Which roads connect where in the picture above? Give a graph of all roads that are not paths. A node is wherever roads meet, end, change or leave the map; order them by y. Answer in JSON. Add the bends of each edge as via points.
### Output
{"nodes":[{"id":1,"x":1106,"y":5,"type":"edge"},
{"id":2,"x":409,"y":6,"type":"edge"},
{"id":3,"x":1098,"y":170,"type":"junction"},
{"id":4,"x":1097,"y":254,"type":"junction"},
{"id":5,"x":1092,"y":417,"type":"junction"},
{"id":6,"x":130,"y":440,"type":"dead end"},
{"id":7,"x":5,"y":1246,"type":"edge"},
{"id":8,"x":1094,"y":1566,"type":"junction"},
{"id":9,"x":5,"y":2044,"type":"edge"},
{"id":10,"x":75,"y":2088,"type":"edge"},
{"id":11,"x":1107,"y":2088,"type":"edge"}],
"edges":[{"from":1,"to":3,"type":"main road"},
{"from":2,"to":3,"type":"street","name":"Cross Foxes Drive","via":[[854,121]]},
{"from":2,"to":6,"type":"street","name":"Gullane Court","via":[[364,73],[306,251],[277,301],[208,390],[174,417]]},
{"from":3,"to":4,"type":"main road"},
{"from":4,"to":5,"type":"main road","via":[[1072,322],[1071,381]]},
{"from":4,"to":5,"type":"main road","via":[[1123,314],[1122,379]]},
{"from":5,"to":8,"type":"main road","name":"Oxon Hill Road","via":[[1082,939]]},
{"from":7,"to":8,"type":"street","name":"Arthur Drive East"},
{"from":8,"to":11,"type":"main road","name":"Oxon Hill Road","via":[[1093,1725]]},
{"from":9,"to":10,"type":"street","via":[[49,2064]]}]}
============================================================
=== DIRECTIONS ===
Would you please copy out every line of the data exactly?

=== TASK SOLUTION ===
Which roads connect where in the picture above? Give a graph of all roads that are not paths. A node is wherever roads meet, end, change or leave the map; order them by y. Answer in JSON. Add the bends of each edge as via points.
### Output
{"nodes":[{"id":1,"x":1106,"y":5,"type":"edge"},
{"id":2,"x":409,"y":6,"type":"edge"},
{"id":3,"x":1098,"y":170,"type":"junction"},
{"id":4,"x":1097,"y":254,"type":"junction"},
{"id":5,"x":1092,"y":417,"type":"junction"},
{"id":6,"x":130,"y":440,"type":"dead end"},
{"id":7,"x":5,"y":1246,"type":"edge"},
{"id":8,"x":1094,"y":1566,"type":"junction"},
{"id":9,"x":5,"y":2044,"type":"edge"},
{"id":10,"x":75,"y":2088,"type":"edge"},
{"id":11,"x":1107,"y":2088,"type":"edge"}],
"edges":[{"from":1,"to":3,"type":"main road"},
{"from":2,"to":3,"type":"street","name":"Cross Foxes Drive","via":[[854,121]]},
{"from":2,"to":6,"type":"street","name":"Gullane Court","via":[[364,73],[306,251],[277,301],[208,390],[174,417]]},
{"from":3,"to":4,"type":"main road"},
{"from":4,"to":5,"type":"main road","via":[[1072,322],[1071,381]]},
{"from":4,"to":5,"type":"main road","via":[[1123,314],[1122,379]]},
{"from":5,"to":8,"type":"main road","name":"Oxon Hill Road","via":[[1082,939]]},
{"from":7,"to":8,"type":"street","name":"Arthur Drive East"},
{"from":8,"to":11,"type":"main road","name":"Oxon Hill Road","via":[[1093,1725]]},
{"from":9,"to":10,"type":"street","via":[[49,2064]]}]}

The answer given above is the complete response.